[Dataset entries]
____

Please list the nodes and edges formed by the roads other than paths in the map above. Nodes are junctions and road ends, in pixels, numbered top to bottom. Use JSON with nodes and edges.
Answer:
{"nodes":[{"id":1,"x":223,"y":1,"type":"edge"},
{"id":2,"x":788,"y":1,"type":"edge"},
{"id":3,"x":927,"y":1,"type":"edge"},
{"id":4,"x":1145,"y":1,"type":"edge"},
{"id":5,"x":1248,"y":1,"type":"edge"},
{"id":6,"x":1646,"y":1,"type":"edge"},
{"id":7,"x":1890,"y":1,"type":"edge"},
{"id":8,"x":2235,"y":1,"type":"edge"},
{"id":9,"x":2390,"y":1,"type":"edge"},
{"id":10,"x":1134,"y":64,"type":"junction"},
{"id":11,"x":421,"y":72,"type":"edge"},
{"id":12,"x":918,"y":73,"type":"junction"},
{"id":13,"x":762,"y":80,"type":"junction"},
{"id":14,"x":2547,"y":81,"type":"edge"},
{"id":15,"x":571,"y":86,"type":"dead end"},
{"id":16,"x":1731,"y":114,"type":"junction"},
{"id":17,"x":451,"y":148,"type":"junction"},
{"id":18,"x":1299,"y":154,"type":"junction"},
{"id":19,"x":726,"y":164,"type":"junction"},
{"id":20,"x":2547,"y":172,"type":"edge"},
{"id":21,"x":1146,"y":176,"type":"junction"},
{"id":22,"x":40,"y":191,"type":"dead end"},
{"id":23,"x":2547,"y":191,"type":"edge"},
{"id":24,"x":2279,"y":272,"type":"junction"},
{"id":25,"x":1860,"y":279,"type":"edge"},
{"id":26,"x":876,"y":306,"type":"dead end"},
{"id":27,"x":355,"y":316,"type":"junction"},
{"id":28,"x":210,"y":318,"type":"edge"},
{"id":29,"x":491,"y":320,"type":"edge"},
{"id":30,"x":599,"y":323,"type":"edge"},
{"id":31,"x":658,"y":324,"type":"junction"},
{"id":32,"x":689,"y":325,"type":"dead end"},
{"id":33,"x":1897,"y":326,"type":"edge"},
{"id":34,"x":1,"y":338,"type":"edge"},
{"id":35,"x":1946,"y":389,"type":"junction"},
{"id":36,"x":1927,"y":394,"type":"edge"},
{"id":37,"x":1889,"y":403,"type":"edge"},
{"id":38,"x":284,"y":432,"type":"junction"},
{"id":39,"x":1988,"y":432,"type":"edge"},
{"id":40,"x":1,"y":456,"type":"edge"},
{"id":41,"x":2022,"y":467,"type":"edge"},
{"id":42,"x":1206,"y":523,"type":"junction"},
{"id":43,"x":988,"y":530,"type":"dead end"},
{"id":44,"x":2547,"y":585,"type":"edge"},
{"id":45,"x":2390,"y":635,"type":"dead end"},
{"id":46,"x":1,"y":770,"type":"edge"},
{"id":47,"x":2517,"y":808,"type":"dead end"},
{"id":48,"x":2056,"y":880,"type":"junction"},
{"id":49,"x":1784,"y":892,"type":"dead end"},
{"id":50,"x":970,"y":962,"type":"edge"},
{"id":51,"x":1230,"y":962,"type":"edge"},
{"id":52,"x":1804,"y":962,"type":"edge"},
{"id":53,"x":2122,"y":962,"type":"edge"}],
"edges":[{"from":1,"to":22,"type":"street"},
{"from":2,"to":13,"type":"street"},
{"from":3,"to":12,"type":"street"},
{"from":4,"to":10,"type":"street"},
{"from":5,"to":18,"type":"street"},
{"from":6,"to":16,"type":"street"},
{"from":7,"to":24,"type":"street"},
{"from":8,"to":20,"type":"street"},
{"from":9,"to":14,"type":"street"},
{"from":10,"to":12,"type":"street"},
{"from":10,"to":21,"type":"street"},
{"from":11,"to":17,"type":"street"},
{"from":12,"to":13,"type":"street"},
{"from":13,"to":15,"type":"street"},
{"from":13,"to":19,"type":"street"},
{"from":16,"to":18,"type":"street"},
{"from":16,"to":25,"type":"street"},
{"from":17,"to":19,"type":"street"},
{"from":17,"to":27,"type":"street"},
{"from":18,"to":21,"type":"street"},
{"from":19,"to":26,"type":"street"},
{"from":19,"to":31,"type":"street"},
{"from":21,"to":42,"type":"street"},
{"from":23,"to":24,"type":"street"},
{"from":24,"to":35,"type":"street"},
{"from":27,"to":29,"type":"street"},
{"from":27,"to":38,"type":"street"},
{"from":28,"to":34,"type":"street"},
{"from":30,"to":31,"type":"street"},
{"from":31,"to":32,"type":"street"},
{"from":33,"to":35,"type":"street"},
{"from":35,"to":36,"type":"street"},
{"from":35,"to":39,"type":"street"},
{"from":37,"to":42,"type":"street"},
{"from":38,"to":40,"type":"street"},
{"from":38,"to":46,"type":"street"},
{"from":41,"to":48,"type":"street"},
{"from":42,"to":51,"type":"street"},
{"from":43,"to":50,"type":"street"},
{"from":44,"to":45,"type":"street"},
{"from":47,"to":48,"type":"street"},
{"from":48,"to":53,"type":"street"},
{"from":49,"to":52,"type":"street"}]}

____

_GOAL OF THE EXERCISE_
Please copy out each line of the data in which the word "dead" occurs.

_OUTPUT OF THE EXERCISE_
{"id":15,"x":571,"y":86,"type":"dead end"},
{"id":22,"x":40,"y":191,"type":"dead end"},
{"id":26,"x":876,"y":306,"type":"dead end"},
{"id":32,"x":689,"y":325,"type":"dead end"},
{"id":43,"x":988,"y":530,"type":"dead end"},
{"id":45,"x":2390,"y":635,"type":"dead end"},
{"id":47,"x":2517,"y":808,"type":"dead end"},
{"id":49,"x":1784,"y":892,"type":"dead end"},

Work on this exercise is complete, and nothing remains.